What the task asks:
Reproduce every entry exactly.

[Saved entries]
__________
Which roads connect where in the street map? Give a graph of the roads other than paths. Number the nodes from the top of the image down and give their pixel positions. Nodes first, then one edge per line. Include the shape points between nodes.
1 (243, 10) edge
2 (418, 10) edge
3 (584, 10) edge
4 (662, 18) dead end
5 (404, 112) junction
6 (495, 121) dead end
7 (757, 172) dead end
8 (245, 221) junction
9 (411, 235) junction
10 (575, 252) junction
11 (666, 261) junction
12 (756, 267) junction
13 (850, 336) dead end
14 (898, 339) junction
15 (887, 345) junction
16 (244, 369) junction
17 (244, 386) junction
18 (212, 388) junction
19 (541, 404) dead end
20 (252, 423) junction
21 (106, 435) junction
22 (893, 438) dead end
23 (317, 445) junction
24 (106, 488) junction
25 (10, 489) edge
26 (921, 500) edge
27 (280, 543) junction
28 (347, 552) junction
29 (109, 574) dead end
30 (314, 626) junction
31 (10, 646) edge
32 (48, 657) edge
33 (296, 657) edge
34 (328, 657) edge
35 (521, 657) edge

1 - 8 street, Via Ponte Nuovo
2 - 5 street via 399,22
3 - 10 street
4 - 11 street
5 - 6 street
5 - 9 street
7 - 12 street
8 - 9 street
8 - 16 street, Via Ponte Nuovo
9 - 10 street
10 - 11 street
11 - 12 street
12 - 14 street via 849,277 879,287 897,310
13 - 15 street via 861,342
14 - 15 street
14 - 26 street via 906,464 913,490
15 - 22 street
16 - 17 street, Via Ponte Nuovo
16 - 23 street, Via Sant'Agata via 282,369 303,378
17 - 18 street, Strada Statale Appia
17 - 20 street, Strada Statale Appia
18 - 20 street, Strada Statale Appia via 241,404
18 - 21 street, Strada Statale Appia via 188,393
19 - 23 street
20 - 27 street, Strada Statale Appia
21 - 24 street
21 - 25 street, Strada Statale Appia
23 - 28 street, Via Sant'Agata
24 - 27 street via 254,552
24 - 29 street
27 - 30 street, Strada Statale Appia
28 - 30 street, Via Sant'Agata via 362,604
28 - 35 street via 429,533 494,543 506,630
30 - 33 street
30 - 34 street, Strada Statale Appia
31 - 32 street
__________
Answer space:
Which roads connect where in the street map? Give a graph of the roads other than paths. Number the nodes from the top of the image down and give their pixel positions. Nodes first, then one edge per line. Include the shape points between nodes.
1 (243, 10) edge
2 (418, 10) edge
3 (584, 10) edge
4 (662, 18) dead end
5 (404, 112) junction
6 (495, 121) dead end
7 (757, 172) dead end
8 (245, 221) junction
9 (411, 235) junction
10 (575, 252) junction
11 (666, 261) junction
12 (756, 267) junction
13 (850, 336) dead end
14 (898, 339) junction
15 (887, 345) junction
16 (244, 369) junction
17 (244, 386) junction
18 (212, 388) junction
19 (541, 404) dead end
20 (252, 423) junction
21 (106, 435) junction
22 (893, 438) dead end
23 (317, 445) junction
24 (106, 488) junction
25 (10, 489) edge
26 (921, 500) edge
27 (280, 543) junction
28 (347, 552) junction
29 (109, 574) dead end
30 (314, 626) junction
31 (10, 646) edge
32 (48, 657) edge
33 (296, 657) edge
34 (328, 657) edge
35 (521, 657) edge

1 - 8 street, Via Ponte Nuovo
2 - 5 street via 399,22
3 - 10 street
4 - 11 street
5 - 6 street
5 - 9 street
7 - 12 street
8 - 9 street
8 - 16 street, Via Ponte Nuovo
9 - 10 street
10 - 11 street
11 - 12 street
12 - 14 street via 849,277 879,287 897,310
13 - 15 street via 861,342
14 - 15 street
14 - 26 street via 906,464 913,490
15 - 22 street
16 - 17 street, Via Ponte Nuovo
16 - 23 street, Via Sant'Agata via 282,369 303,378
17 - 18 street, Strada Statale Appia
17 - 20 street, Strada Statale Appia
18 - 20 street, Strada Statale Appia via 241,404
18 - 21 street, Strada Statale Appia via 188,393
19 - 23 street
20 - 27 street, Strada Statale Appia
21 - 24 street
21 - 25 street, Strada Statale Appia
23 - 28 street, Via Sant'Agata
24 - 27 street via 254,552
24 - 29 street
27 - 30 street, Strada Statale Appia
28 - 30 street, Via Sant'Agata via 362,604
28 - 35 street via 429,533 494,543 506,630
30 - 33 street
30 - 34 street, Strada Statale Appia
31 - 32 street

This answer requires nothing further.